1 Corinthians 15:50-53 – Now this I say, brethren, that flesh and blood cannot inherit the kingdom of God; nor does corruption inherit incorruption. Behold, I tell you a mystery: We shall not all sleep, but we shall all be changed - in a moment, in the twinkling of an eye, at the last trumpet. For the trumpet will sound, and the dead will be raised incorruptible, and we shall be changed. For this corruptible must put on incorruption, and this mortal must put on immortality.

We will enter eternity at that time, just as Jesus Christ and the Father today live in eternity, with a glorified body; and we will see Him as He is. That is what this day tells us. This will be, in a sense, our moment of truth; and our judgment will be set for eternity.

I have always taken heart in the scripture back in Philippians 1, because at times we doubt ourselves and wonder if we will make it and is God pleased with us and...this is the one scripture that has always meant a great deal to me. As Paul said in v. 3, he thanked God for the people and every prayer, for their fellowship, the gospel in v. 5, and in v. 6:

Philippians 1:6 – ...being confident of this very thing, that He who has begun a good work in you will complete it until the day of Jesus Christ...

Until the day of the Feast of Trumpets and what it pictures - the day of Jesus Christ and His appearing and all of these scriptures. We can have confidence in that. We have to overcome, yes. We have to endure to the end. But the confidence is that God is there to help us and that what He has begun in us, He will complete it.

Let me leave you with this today. What if we took very seriously, you and I from this day forward, from this one Feast of Trumpets, today, forward, what if we took seriously our belief that Jesus Christ is Lord of Lords and our King? And that we are waiting for His signal, in whatever way that signal will be given, when the Father will tell Him, "Now! Now is the moment; now is the hour; now is the day. Go!" And the heavens unfold, however they're going to unfold, and the appearance of that King on a white horse takes place and astounds the world. What if we take that very literally and very seriously? Because it is literal and it is serious. That we are waiting for that time to set up His Kingdom on this earth. If we did, if every thought, every action, every part of our life would flow from that belief, that He is our King and that He is Lord of Lords, and in His rejection of all of the nations we can understand that He is going to, one day, be the King over all the nations and rule them forever and ever, and we with Him - that fantastic, almost impossible to conceive promise. But if we would take that literally and seriously, what would it mean to your life? What would it mean to every thought and every action that we take?
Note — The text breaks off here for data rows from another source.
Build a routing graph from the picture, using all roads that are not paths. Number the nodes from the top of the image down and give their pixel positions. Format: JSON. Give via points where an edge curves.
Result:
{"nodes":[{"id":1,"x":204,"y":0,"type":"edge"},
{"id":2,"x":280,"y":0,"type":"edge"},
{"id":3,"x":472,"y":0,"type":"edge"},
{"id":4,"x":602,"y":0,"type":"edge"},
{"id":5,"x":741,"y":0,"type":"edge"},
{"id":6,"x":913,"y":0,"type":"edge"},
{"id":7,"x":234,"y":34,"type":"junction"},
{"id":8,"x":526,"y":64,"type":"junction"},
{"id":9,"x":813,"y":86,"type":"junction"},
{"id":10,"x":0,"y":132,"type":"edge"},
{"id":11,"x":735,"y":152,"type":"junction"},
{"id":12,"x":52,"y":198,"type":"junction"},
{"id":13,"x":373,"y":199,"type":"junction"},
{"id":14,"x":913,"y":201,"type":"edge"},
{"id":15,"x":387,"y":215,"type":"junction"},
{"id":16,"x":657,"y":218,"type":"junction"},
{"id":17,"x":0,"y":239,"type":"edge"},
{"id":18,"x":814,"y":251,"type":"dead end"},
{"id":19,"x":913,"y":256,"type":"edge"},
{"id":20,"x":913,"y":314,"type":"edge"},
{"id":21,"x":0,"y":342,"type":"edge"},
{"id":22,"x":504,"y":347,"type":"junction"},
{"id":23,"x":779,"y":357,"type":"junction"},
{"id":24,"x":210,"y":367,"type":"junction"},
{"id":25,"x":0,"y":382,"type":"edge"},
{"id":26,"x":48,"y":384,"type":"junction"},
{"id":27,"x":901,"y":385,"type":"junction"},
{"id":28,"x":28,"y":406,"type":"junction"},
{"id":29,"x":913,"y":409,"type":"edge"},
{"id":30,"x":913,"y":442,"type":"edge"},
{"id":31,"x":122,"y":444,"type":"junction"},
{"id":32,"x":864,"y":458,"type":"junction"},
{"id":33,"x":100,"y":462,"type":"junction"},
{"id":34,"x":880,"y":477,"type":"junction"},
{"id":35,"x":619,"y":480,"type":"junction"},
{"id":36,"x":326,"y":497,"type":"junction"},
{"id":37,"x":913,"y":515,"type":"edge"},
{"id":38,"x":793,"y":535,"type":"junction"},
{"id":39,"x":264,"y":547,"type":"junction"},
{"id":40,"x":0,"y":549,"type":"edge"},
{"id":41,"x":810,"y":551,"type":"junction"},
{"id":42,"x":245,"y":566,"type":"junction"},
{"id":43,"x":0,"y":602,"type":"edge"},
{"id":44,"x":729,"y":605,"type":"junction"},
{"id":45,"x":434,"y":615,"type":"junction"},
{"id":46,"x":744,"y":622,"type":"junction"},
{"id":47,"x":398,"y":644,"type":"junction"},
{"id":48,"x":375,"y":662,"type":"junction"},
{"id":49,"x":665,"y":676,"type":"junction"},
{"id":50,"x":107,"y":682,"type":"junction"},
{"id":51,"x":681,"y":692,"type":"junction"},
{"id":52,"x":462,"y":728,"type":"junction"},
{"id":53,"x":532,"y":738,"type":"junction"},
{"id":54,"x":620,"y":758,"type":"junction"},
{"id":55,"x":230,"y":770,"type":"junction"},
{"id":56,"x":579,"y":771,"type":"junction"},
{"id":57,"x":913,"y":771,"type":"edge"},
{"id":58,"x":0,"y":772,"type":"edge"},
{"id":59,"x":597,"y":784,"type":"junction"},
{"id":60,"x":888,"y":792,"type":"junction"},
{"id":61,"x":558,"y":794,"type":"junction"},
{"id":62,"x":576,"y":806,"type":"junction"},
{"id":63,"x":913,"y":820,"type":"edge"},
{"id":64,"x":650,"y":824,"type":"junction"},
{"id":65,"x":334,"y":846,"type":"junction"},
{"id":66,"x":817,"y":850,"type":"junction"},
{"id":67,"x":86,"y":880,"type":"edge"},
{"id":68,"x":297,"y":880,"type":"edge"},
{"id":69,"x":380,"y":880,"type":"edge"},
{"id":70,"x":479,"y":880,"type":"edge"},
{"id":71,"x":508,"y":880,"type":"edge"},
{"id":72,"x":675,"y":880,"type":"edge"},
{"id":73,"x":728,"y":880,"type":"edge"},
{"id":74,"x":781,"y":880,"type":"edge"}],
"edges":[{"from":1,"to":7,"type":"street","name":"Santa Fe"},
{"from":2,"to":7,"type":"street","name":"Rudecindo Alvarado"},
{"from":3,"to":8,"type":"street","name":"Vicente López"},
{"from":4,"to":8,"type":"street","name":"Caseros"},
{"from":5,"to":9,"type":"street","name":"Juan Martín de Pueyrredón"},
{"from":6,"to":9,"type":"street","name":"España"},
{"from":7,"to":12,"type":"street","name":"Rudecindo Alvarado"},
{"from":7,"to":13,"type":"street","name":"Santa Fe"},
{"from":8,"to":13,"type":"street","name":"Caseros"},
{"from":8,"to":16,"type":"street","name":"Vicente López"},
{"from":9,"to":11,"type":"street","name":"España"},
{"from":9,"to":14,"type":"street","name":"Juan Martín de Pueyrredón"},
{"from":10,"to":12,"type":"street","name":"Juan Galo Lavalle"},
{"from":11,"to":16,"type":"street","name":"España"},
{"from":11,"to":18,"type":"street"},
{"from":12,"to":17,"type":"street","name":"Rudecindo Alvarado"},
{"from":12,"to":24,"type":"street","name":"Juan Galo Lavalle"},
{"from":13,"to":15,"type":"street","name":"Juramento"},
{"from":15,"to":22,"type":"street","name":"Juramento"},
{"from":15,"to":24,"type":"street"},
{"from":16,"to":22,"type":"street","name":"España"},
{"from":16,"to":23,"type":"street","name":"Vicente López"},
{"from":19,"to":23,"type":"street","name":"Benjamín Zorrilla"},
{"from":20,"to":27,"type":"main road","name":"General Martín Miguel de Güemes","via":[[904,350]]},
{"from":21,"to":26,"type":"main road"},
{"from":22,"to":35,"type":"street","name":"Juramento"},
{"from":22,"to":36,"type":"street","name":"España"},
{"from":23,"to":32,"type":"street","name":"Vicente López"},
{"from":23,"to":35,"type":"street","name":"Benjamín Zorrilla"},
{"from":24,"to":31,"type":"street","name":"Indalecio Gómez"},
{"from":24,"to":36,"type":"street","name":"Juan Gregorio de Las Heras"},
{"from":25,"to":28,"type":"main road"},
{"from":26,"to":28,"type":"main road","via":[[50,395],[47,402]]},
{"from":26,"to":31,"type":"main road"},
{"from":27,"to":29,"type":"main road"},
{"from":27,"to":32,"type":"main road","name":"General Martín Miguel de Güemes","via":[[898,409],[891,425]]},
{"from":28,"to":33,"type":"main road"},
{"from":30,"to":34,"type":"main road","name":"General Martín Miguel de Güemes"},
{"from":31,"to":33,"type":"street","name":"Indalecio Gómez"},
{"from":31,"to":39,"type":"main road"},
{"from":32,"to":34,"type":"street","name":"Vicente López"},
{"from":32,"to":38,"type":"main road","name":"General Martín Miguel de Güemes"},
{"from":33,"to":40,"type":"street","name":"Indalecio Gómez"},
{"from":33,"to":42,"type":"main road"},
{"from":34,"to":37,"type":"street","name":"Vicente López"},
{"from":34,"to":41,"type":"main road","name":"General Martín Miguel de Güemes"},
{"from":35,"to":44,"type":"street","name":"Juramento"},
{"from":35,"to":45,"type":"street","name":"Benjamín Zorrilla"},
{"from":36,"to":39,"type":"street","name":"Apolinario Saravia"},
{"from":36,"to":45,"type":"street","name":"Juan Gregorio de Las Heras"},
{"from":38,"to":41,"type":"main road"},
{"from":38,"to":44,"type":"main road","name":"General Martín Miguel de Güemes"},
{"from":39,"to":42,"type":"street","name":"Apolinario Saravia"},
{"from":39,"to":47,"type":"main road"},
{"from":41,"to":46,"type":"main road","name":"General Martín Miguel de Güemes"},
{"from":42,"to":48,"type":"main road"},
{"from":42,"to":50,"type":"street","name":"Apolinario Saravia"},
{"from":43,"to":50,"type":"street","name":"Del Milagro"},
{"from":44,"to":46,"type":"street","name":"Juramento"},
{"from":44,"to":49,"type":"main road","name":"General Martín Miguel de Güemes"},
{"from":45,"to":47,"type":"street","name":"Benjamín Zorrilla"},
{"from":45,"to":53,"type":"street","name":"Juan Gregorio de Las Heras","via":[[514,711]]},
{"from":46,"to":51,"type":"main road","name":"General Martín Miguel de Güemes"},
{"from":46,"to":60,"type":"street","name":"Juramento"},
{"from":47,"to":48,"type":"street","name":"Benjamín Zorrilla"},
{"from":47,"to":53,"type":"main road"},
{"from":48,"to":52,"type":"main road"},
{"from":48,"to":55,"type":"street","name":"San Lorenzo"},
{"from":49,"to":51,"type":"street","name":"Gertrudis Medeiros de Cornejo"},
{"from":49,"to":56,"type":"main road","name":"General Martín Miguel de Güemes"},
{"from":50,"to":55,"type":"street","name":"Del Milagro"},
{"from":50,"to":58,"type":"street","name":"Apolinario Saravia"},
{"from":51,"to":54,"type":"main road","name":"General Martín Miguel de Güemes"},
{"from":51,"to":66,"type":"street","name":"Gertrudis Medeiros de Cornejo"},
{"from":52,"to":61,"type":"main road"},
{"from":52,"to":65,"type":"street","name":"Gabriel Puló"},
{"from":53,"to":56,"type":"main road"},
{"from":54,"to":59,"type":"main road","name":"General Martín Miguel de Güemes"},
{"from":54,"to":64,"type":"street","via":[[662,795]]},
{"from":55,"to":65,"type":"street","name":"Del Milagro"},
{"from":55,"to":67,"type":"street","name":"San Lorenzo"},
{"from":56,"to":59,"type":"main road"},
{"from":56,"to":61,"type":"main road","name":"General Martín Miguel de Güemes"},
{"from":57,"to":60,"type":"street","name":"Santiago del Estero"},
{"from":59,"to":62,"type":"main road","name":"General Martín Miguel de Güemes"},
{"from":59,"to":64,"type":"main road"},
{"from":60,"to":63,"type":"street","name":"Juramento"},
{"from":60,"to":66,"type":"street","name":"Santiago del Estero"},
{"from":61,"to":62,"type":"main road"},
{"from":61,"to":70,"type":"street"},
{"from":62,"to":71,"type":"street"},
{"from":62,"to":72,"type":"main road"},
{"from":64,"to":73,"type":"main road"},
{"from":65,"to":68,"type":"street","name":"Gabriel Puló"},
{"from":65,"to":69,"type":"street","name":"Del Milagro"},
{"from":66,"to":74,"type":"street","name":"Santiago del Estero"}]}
We have the knowledge to think and to act differently from those who do not believe this. We are here today professing our belief that He is coming. Let's live that reality, that Christ is our Lord and our King. The toxic fumes of this world continue to rise. Somewhere there is a canary still singing, but some day the last one will keel over and events that this day pictures will take place. Let's live with that reality. Let's get to know the world to come and let's look for the coming of our King.